In 1584 Count John VI of Nassau-Dillenburg founded the ''Academia Nassauensis'' as a post-secondary institution. He established it upon the request of his brother William the Silent, Prince of Orange in the year of the latter's death. The sovereign granted the students two warm meals and three liters of small beer per day. The Academy (Paedagogium) was originally located in the Herborn Castle. In 1588 Johann purchased the old town hall and, after expanding it, gave it over for the Academy’s use. This academy, which later took on a distinctively Calvinist cast, was further augmented with four faculties much like a conventional university. It quickly became one of the most important educational locations of the Calvinist-Reformed movement in Europe, becoming well-known as a centre of encyclopaedic Ramism and as the birthplace of covenant theology and pansophism.〔Leroy E. Loemker, ''Leibniz and the Herborn Encyclopedists'', Journal of the History of Ideas, Vol. 22, No. 3 (Jul.–Sep., 1961), pp. 323–338.〕
Despite repeated efforts and the undisputed quality of the teaching, Herborn Academy was never given the imperial authorization to designate itself a university, largely because it was a Calvinist foundation. As a result, the school never possessed the authority to grant doctorates.

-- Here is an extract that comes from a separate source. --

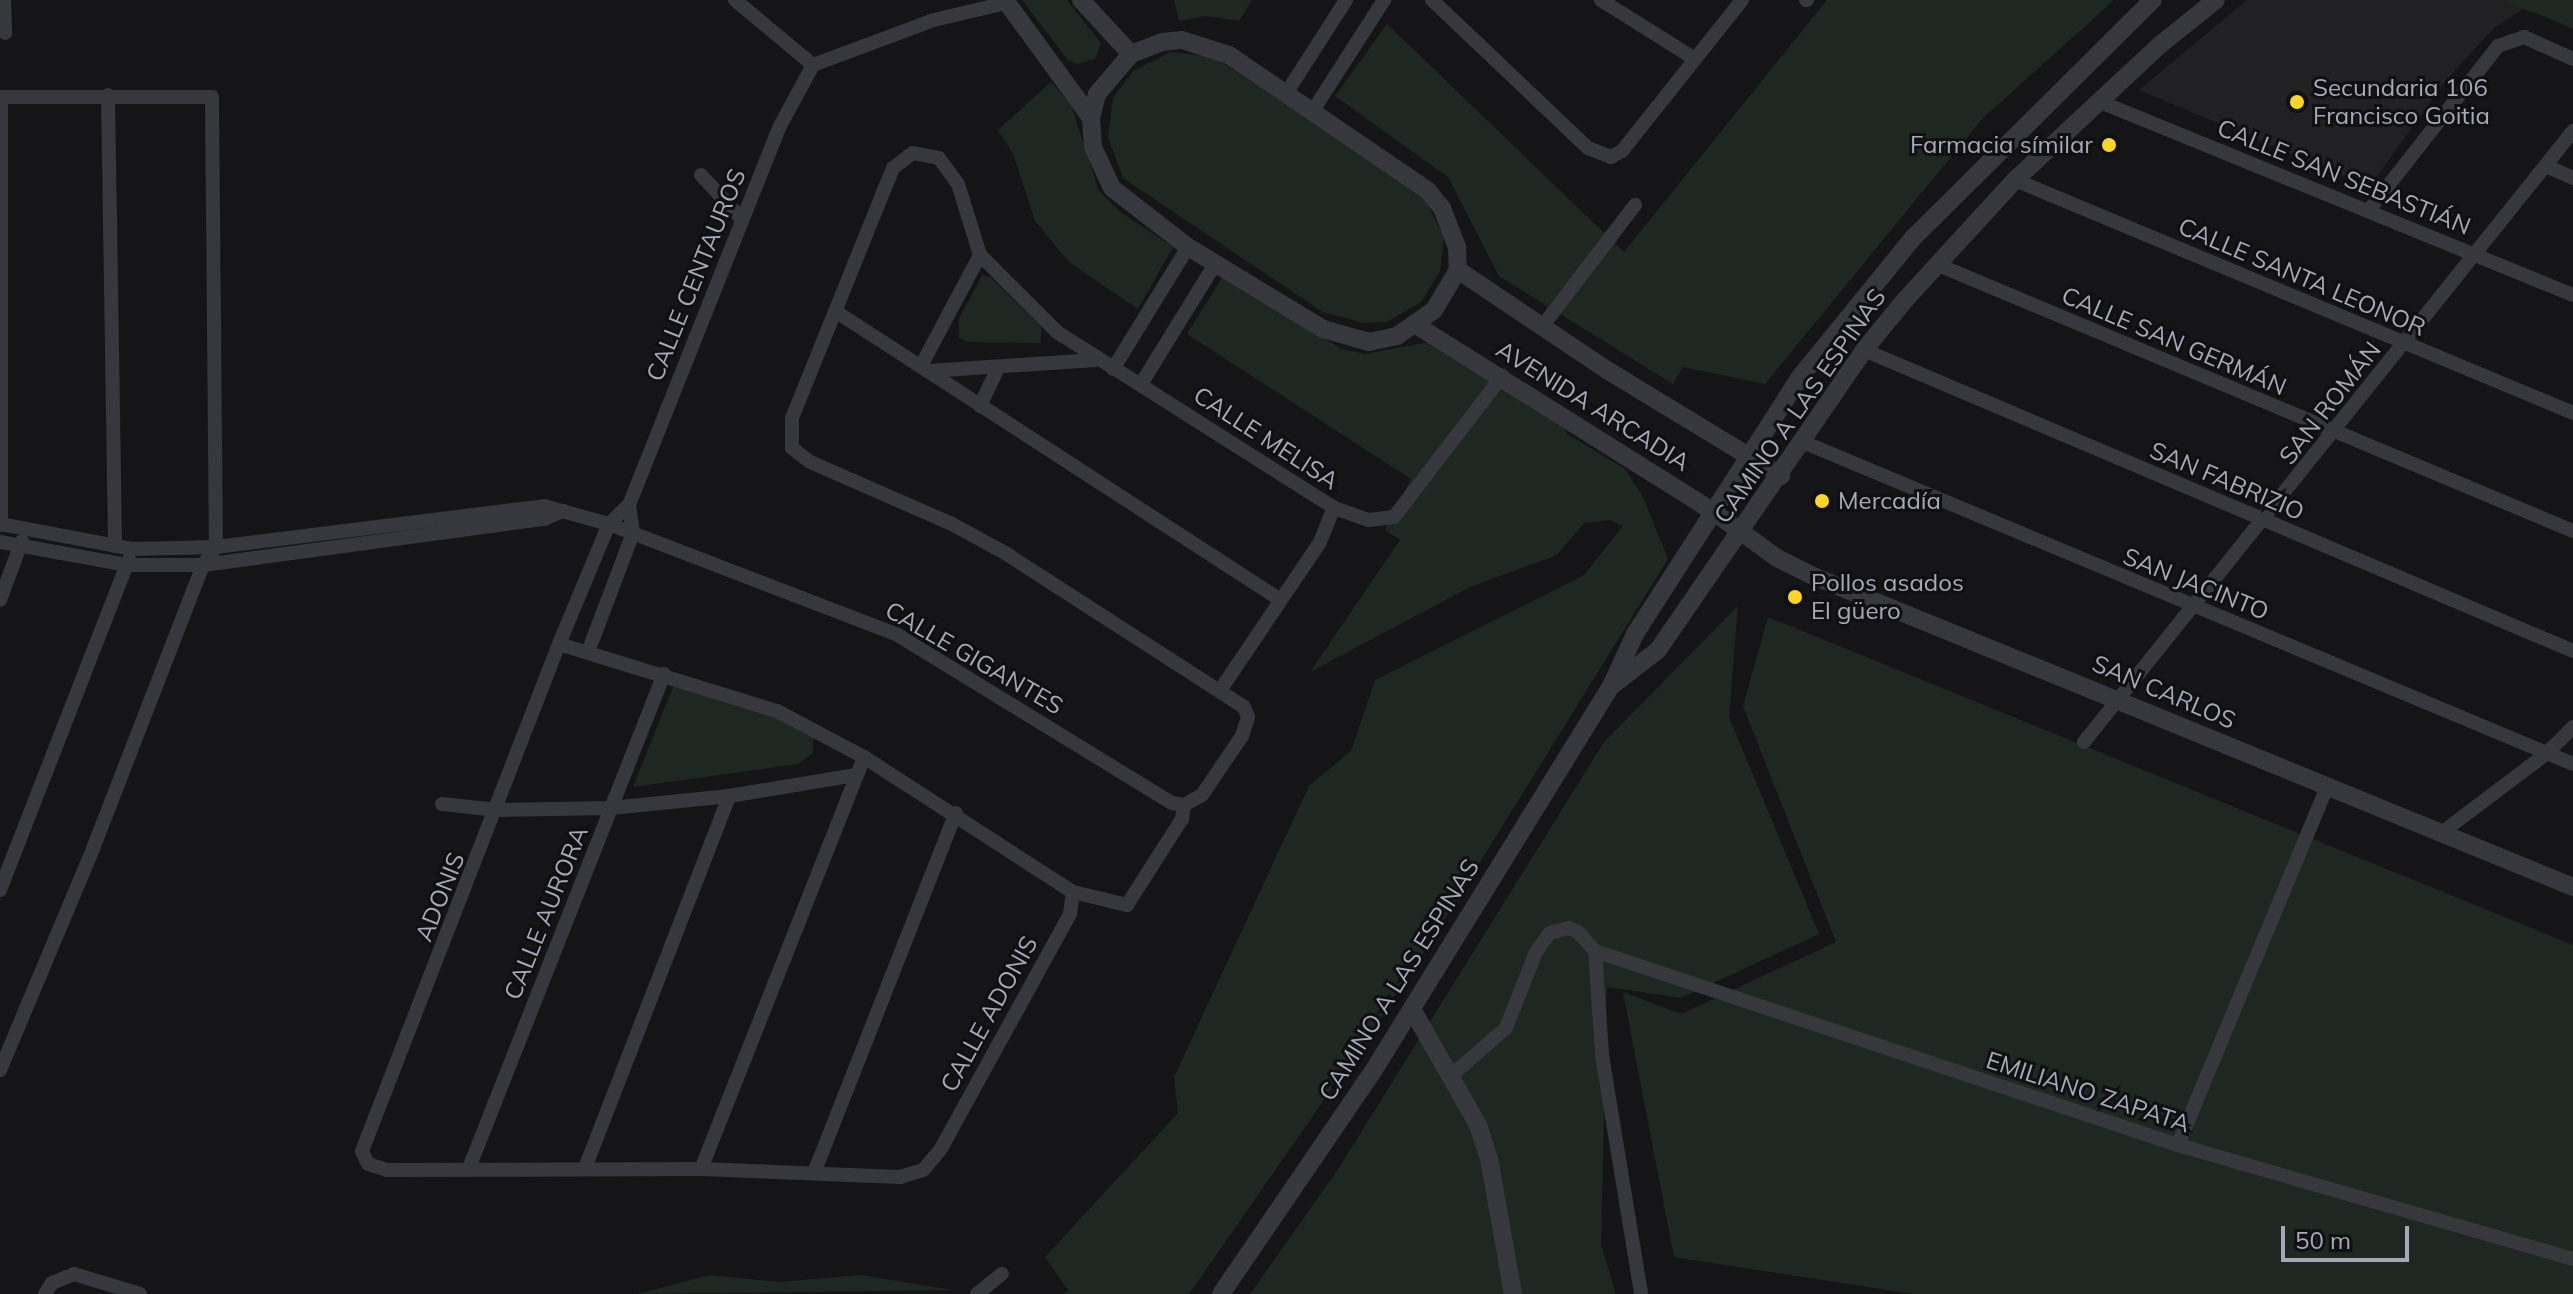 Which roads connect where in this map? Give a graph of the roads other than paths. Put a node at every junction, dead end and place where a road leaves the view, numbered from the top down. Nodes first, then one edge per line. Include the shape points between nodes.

In the first heyday, which lasted until 1626, over 300 students were enrolled in Herborn; for example about 400 in 1603.〔Störkel, in ''Festschrift'' 1984, p. 26〕 After 1626 the numbers fell sharply before reaching a second peak from 1685 to 1725. After that point average enrollment in Herborn numbered only about 100. A strong fluctuation in enrollment was the common story in Herborn: at one time in 1745 there were fewer than five students in the town. From its founding in 1584 until its closure in 1817, about 5700 students in total from across Europe studied at the academy. Many came from the Switzerland, Bohemia, Moravia, Hungary or Scotland. 1000 came from Herborn itself.